Sol No.: Navy SBIR FY2012.1
Topic No.: N121-084
Topic Title: Mover and Alert Detection and Hardware Accelerated Target Tracking using Efficient Resources (MAD-HATTER)
Proposal No.: N121-084-0073
Firm: Charles River Analytics Inc.
625 Mount Auburn Street
Cambridge, Massachusetts 02138-4555
Contact: Ross Eaton
Phone: (617) 491-3474
Web Site: www.cra.com
Abstract: Small unmanned aircraft systems (UAS) have become a critical part of Intelligence, Surveillance and Reconnaissance (ISR) missions, supplying valuable aerial imagery to ground forces. Unfortunately, operational ISR is compromised by the stringent size, weight, and power constraints of small UASs, which cannot support real-time processing of imagery nor real-time transmission of high resolution video over limited-bandwidth communication links. Therefore, the potentially game-changing combination of high-resolution ISR and tactical-edge availability has not yet materialized. Our proposed solution is an integrated hardware/software system designed to process high-resolution video data at full video-rate onboard a small UAS. The software performs mover detection and feature-aided tracking, such that only narrow-bandwidth results need to be transmitted back to the user. Our solution employs a revolutionary computing hardware architecture offering several orders of magnitude greater efficiency over conventional processors in terms of throughput vs. power consumption. The key innovation is a slightly reduced precision arithmetic logic unit (ALU) built from just a few thousand transistors, instead of the hundreds of thousands used in modern floating point units. Our simulations show that simple parallel architectures based on these extremely small ALUs run applications 10,000 times more efficiently (faster, or lower power) than modern CPUs and 100 times more efficiently than GPUs.

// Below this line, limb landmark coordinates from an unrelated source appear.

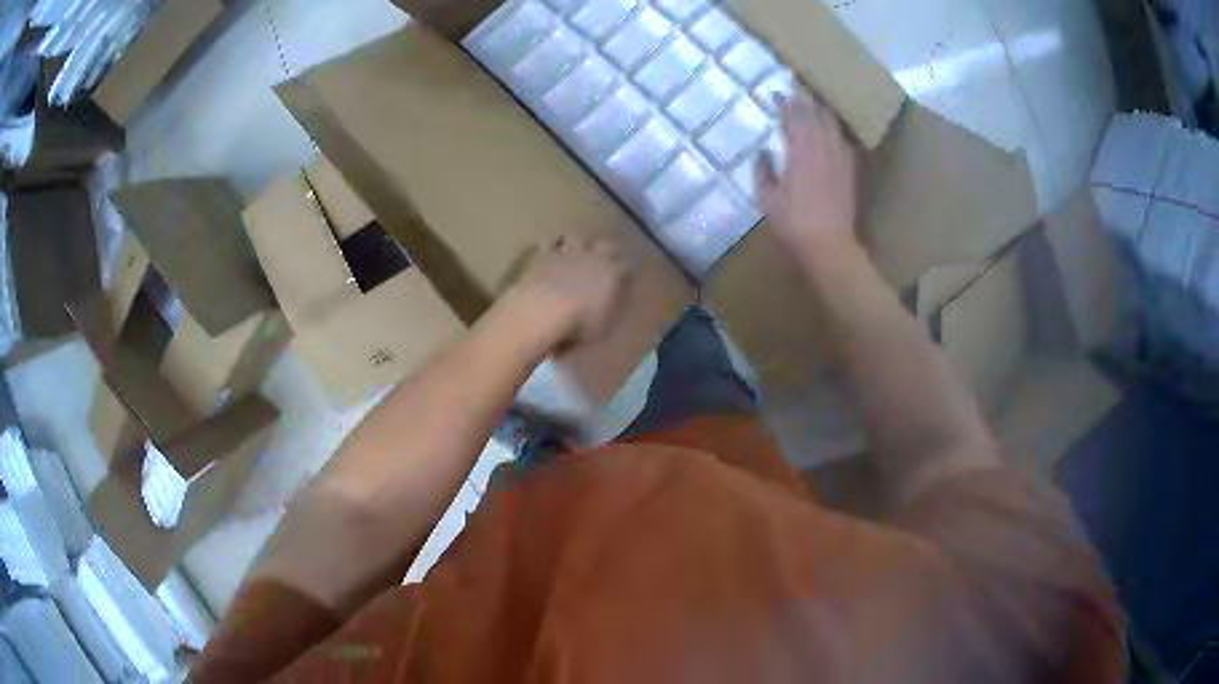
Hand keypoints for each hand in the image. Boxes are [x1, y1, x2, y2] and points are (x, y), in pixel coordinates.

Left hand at [510, 235, 629, 347]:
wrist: (542, 310)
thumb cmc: (577, 324)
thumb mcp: (601, 327)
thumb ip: (607, 311)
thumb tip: (608, 306)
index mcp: (612, 275)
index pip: (626, 267)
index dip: (625, 272)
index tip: (624, 278)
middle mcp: (593, 258)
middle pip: (607, 246)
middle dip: (608, 251)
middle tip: (605, 260)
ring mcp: (567, 252)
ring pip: (577, 237)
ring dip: (578, 242)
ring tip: (575, 250)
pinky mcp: (544, 254)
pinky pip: (549, 243)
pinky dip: (551, 246)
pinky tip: (549, 252)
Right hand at [756, 92, 860, 264]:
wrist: (830, 245)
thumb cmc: (793, 225)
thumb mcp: (767, 200)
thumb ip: (763, 172)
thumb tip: (762, 152)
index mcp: (800, 153)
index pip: (793, 118)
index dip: (784, 103)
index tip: (775, 93)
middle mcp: (822, 150)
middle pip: (815, 115)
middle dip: (805, 100)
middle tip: (796, 88)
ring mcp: (839, 159)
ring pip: (832, 125)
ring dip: (822, 111)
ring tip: (814, 103)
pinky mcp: (850, 171)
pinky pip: (844, 142)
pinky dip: (836, 131)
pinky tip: (833, 131)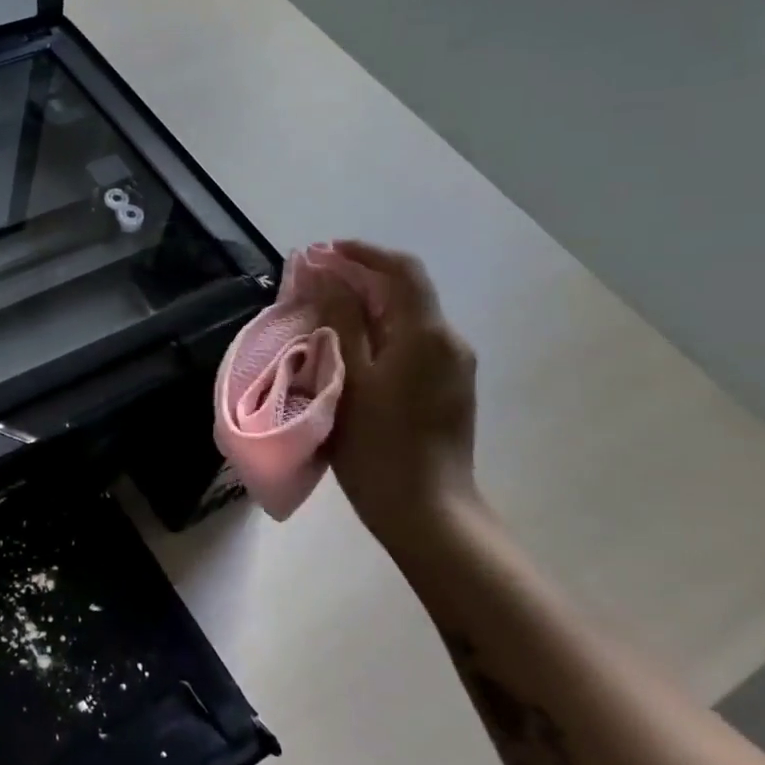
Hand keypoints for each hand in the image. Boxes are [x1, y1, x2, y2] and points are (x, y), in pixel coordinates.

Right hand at [324, 240, 479, 535]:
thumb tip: (328, 276)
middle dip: (358, 278)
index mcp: (427, 334)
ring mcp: (452, 366)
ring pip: (406, 318)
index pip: (400, 271)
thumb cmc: (378, 447)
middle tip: (311, 280)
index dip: (362, 253)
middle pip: (404, 292)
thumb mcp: (349, 379)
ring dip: (365, 305)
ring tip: (321, 310)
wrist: (426, 512)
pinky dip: (378, 331)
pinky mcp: (447, 388)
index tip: (322, 251)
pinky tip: (348, 345)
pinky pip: (411, 343)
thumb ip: (341, 321)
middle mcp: (448, 341)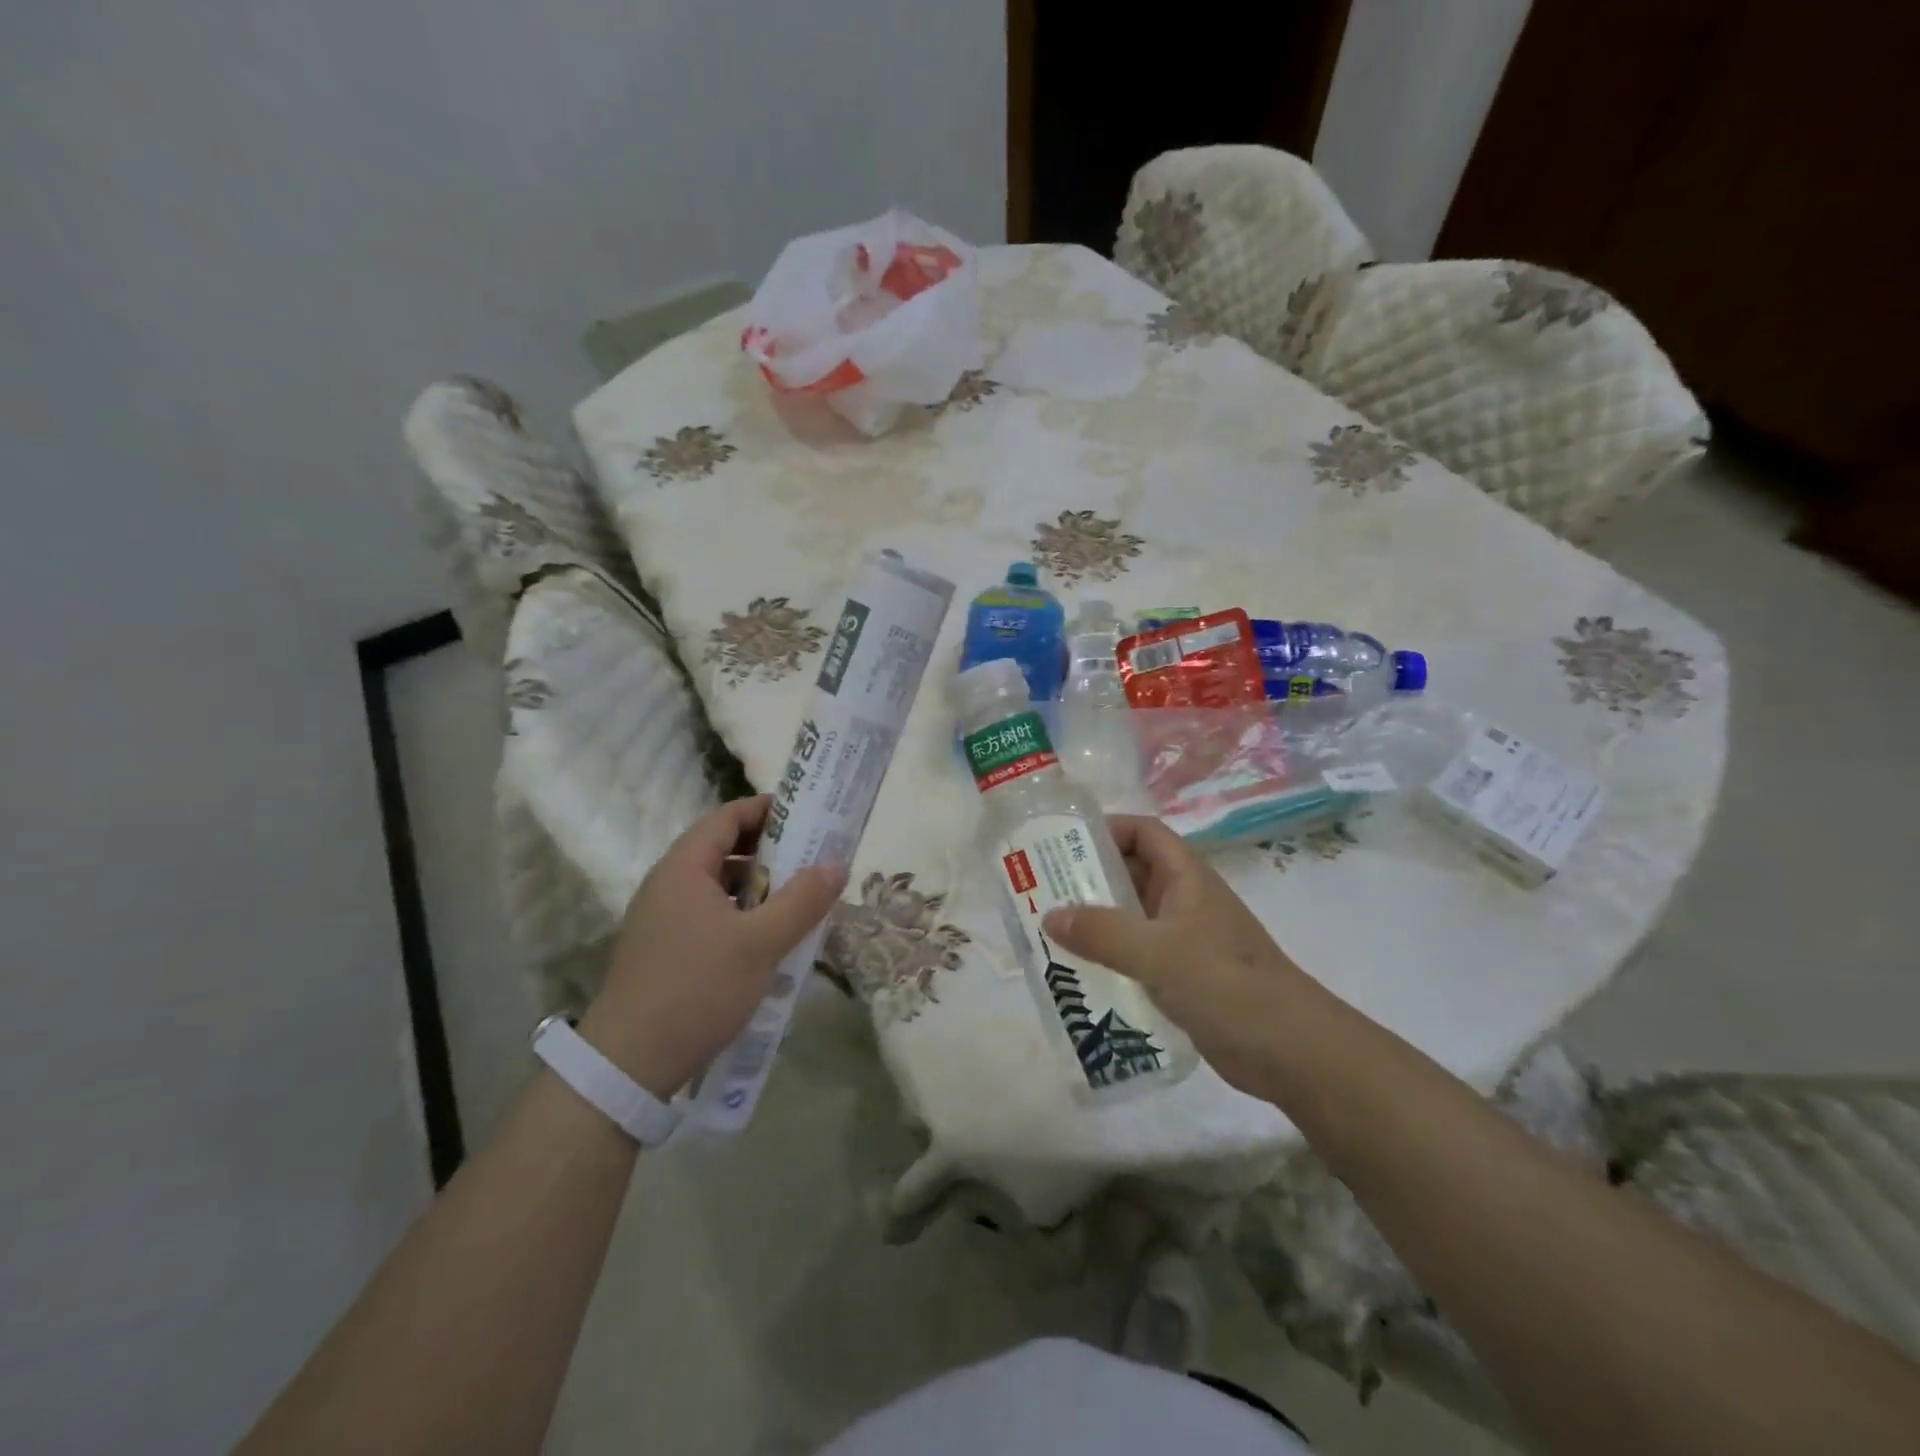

Benefits: Imaging sensors have become increasingly ubiquitous due to a steady decrease in size and cost, making it easier to deploy them on all unmanned systems. The advanced video exploitation routines and extraordinarily efficient computing hardware presented here will have numerous applications in military unmanned systems, and eventually also in widespread products in the consumer electronics markets.